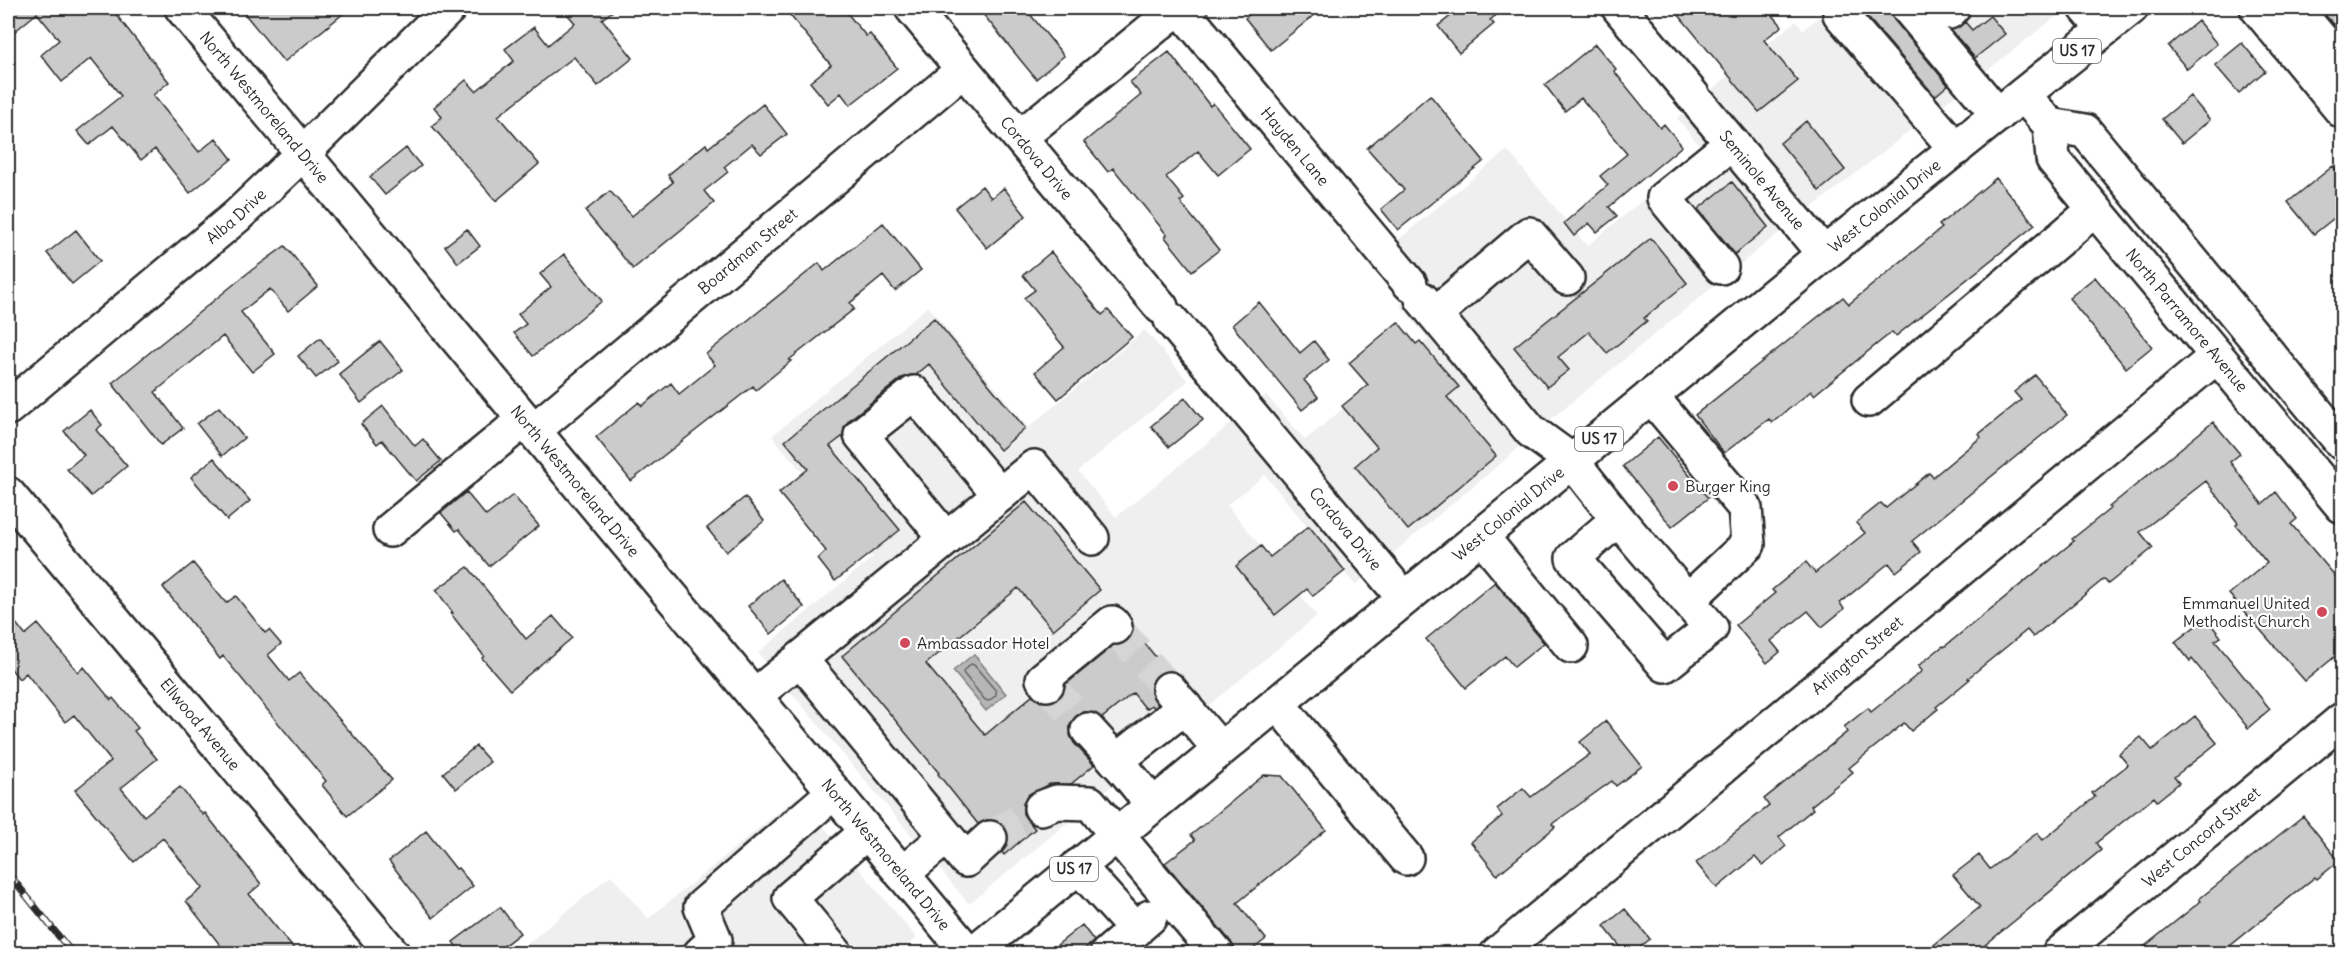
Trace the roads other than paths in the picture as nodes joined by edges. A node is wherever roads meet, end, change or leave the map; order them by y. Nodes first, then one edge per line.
1 (182, 8) edge
2 (449, 8) edge
3 (912, 8) edge
4 (1179, 8) edge
5 (1619, 8) edge
6 (1846, 8) edge
7 (1908, 8) edge
8 (2131, 8) edge
9 (2257, 8) edge
10 (2295, 8) edge
11 (2095, 18) edge
12 (2343, 64) edge
13 (963, 70) junction
14 (2023, 95) junction
15 (2343, 111) edge
16 (1998, 115) junction
17 (2050, 125) junction
18 (1020, 137) junction
19 (1732, 143) junction
20 (1956, 149) junction
21 (303, 153) junction
22 (2094, 210) junction
23 (1824, 254) junction
24 (1721, 267) dead end
25 (1567, 278) dead end
26 (1423, 299) junction
27 (2217, 356) junction
28 (1651, 396) junction
29 (1869, 400) dead end
30 (8, 408) edge
31 (528, 425) junction
32 (2343, 443) edge
33 (1572, 461) junction
34 (8, 494) edge
35 (1000, 495) junction
36 (2343, 506) edge
37 (1618, 519) junction
38 (390, 530) dead end
39 (1481, 536) junction
40 (1092, 538) dead end
41 (946, 539) junction
42 (1404, 598) junction
43 (1688, 600) junction
44 (1115, 627) dead end
45 (1571, 646) dead end
46 (800, 659) junction
47 (1047, 684) dead end
48 (754, 696) junction
49 (1277, 703) junction
50 (2343, 720) edge
51 (1088, 730) tunnel mouth
52 (1219, 748) junction
53 (1116, 761) junction
54 (834, 792) junction
55 (1152, 804) junction
56 (1041, 808) tunnel mouth
57 (867, 832) junction
58 (1117, 834) junction
59 (946, 837) junction
60 (990, 838) tunnel mouth
61 (1406, 858) dead end
62 (1078, 866) junction
63 (902, 874) junction
64 (393, 954) edge
65 (700, 954) edge
66 (836, 954) edge
67 (970, 954) edge
68 (1107, 954) edge
69 (1217, 954) edge
70 (1497, 954) edge
71 (2059, 954) edge

1 - 21 main road, North Westmoreland Drive
2 - 21 main road, Alba Drive
3 - 13 main road, Cordova Drive
4 - 18 main road
4 - 26 main road, Hayden Lane
5 - 19 main road, Seminole Avenue
6 - 20 main road
7 - 16 main road
8 - 11 main road, West Colonial Drive / US 17
9 - 15 main road
10 - 12 main road
11 - 14 main road, West Colonial Drive / US 17
13 - 18 main road, Cordova Drive
13 - 31 main road, Boardman Street
14 - 16 main road, West Colonial Drive / US 17
14 - 17 main road
16 - 20 main road, West Colonial Drive / US 17
17 - 22 main road, North Parramore Avenue
17 - 32 main road
18 - 42 main road, Cordova Drive
19 - 23 main road, Seminole Avenue
19 - 24 main road
20 - 23 main road, West Colonial Drive / US 17
21 - 30 main road, Alba Drive
21 - 31 main road, North Westmoreland Drive
22 - 27 main road, North Parramore Avenue
22 - 29 main road
23 - 28 main road, West Colonial Drive / US 17
25 - 26 main road
26 - 33 main road, Hayden Lane
27 - 36 main road, North Parramore Avenue
27 - 70 main road, Arlington Street
28 - 33 main road, West Colonial Drive / US 17
28 - 43 main road
31 - 38 main road, Boardman Street
31 - 48 main road, North Westmoreland Drive
33 - 37 main road, Hayden Lane
33 - 39 main road, West Colonial Drive / US 17
34 - 64 main road, Ellwood Avenue
35 - 40 main road
35 - 41 main road
35 - 41 main road
37 - 43 main road, Hayden Lane
37 - 43 main road, Hayden Lane
39 - 42 main road, West Colonial Drive / US 17
39 - 45 main road
41 - 46 main road
42 - 49 main road, West Colonial Drive / US 17
44 - 47 main road
46 - 48 main road
46 - 59 main road
48 - 54 main road, North Westmoreland Drive
49 - 52 main road, West Colonial Drive / US 17
49 - 61 main road
50 - 71 main road, West Concord Street
51 - 53 main road
52 - 53 main road
52 - 55 main road, West Colonial Drive / US 17
53 - 55 main road
54 - 57 main road, North Westmoreland Drive
54 - 65 main road
55 - 58 main road, West Colonial Drive / US 17
56 - 58 main road
57 - 63 main road, North Westmoreland Drive
57 - 66 main road
58 - 62 main road, West Colonial Drive / US 17
58 - 69 main road
59 - 60 main road
59 - 63 main road
62 - 67 main road, West Colonial Drive / US 17
62 - 68 main road
63 - 67 main road, North Westmoreland Drive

WHAT YOU HAVE TO DO | In the material above, find each line containing the word "Avenue" and copy it.

THE COMPLETED TASK |
5 - 19 main road, Seminole Avenue
17 - 22 main road, North Parramore Avenue
19 - 23 main road, Seminole Avenue
22 - 27 main road, North Parramore Avenue
27 - 36 main road, North Parramore Avenue
34 - 64 main road, Ellwood Avenue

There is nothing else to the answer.